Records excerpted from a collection

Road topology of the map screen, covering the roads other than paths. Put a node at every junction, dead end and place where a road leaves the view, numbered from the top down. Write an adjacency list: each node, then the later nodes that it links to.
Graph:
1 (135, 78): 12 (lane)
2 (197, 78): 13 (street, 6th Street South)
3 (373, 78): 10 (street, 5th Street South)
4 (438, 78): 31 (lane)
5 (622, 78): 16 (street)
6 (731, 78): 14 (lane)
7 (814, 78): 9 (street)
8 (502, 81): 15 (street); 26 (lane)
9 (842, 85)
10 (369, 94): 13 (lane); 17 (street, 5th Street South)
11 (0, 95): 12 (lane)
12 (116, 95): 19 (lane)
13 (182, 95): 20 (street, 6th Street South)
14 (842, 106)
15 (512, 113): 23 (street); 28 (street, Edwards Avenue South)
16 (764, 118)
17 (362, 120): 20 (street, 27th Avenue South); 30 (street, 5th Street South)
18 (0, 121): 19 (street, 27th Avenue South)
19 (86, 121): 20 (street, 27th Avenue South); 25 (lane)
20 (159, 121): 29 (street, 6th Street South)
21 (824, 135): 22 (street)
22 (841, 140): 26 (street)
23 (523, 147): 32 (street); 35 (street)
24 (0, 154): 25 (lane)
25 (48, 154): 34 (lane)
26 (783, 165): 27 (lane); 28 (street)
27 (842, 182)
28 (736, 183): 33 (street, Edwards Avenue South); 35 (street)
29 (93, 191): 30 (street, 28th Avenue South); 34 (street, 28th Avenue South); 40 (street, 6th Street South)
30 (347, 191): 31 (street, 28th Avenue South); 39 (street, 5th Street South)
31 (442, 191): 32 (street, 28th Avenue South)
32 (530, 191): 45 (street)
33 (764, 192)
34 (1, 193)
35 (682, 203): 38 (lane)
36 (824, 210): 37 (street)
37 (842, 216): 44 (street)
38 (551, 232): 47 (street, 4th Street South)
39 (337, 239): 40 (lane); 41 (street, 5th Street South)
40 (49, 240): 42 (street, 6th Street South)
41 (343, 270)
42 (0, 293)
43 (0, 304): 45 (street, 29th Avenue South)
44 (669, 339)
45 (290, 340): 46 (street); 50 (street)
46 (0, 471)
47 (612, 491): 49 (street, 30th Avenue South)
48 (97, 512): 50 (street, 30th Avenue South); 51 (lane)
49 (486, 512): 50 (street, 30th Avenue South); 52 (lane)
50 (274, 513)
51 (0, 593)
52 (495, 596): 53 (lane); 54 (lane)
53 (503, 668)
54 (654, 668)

(The problem):
What is needed is an exact reproduction of the data.

(Response to this task):
Road topology of the map screen, covering the roads other than paths. Put a node at every junction, dead end and place where a road leaves the view, numbered from the top down. Write an adjacency list: each node, then the later nodes that it links to.
Graph:
1 (135, 78): 12 (lane)
2 (197, 78): 13 (street, 6th Street South)
3 (373, 78): 10 (street, 5th Street South)
4 (438, 78): 31 (lane)
5 (622, 78): 16 (street)
6 (731, 78): 14 (lane)
7 (814, 78): 9 (street)
8 (502, 81): 15 (street); 26 (lane)
9 (842, 85)
10 (369, 94): 13 (lane); 17 (street, 5th Street South)
11 (0, 95): 12 (lane)
12 (116, 95): 19 (lane)
13 (182, 95): 20 (street, 6th Street South)
14 (842, 106)
15 (512, 113): 23 (street); 28 (street, Edwards Avenue South)
16 (764, 118)
17 (362, 120): 20 (street, 27th Avenue South); 30 (street, 5th Street South)
18 (0, 121): 19 (street, 27th Avenue South)
19 (86, 121): 20 (street, 27th Avenue South); 25 (lane)
20 (159, 121): 29 (street, 6th Street South)
21 (824, 135): 22 (street)
22 (841, 140): 26 (street)
23 (523, 147): 32 (street); 35 (street)
24 (0, 154): 25 (lane)
25 (48, 154): 34 (lane)
26 (783, 165): 27 (lane); 28 (street)
27 (842, 182)
28 (736, 183): 33 (street, Edwards Avenue South); 35 (street)
29 (93, 191): 30 (street, 28th Avenue South); 34 (street, 28th Avenue South); 40 (street, 6th Street South)
30 (347, 191): 31 (street, 28th Avenue South); 39 (street, 5th Street South)
31 (442, 191): 32 (street, 28th Avenue South)
32 (530, 191): 45 (street)
33 (764, 192)
34 (1, 193)
35 (682, 203): 38 (lane)
36 (824, 210): 37 (street)
37 (842, 216): 44 (street)
38 (551, 232): 47 (street, 4th Street South)
39 (337, 239): 40 (lane); 41 (street, 5th Street South)
40 (49, 240): 42 (street, 6th Street South)
41 (343, 270)
42 (0, 293)
43 (0, 304): 45 (street, 29th Avenue South)
44 (669, 339)
45 (290, 340): 46 (street); 50 (street)
46 (0, 471)
47 (612, 491): 49 (street, 30th Avenue South)
48 (97, 512): 50 (street, 30th Avenue South); 51 (lane)
49 (486, 512): 50 (street, 30th Avenue South); 52 (lane)
50 (274, 513)
51 (0, 593)
52 (495, 596): 53 (lane); 54 (lane)
53 (503, 668)
54 (654, 668)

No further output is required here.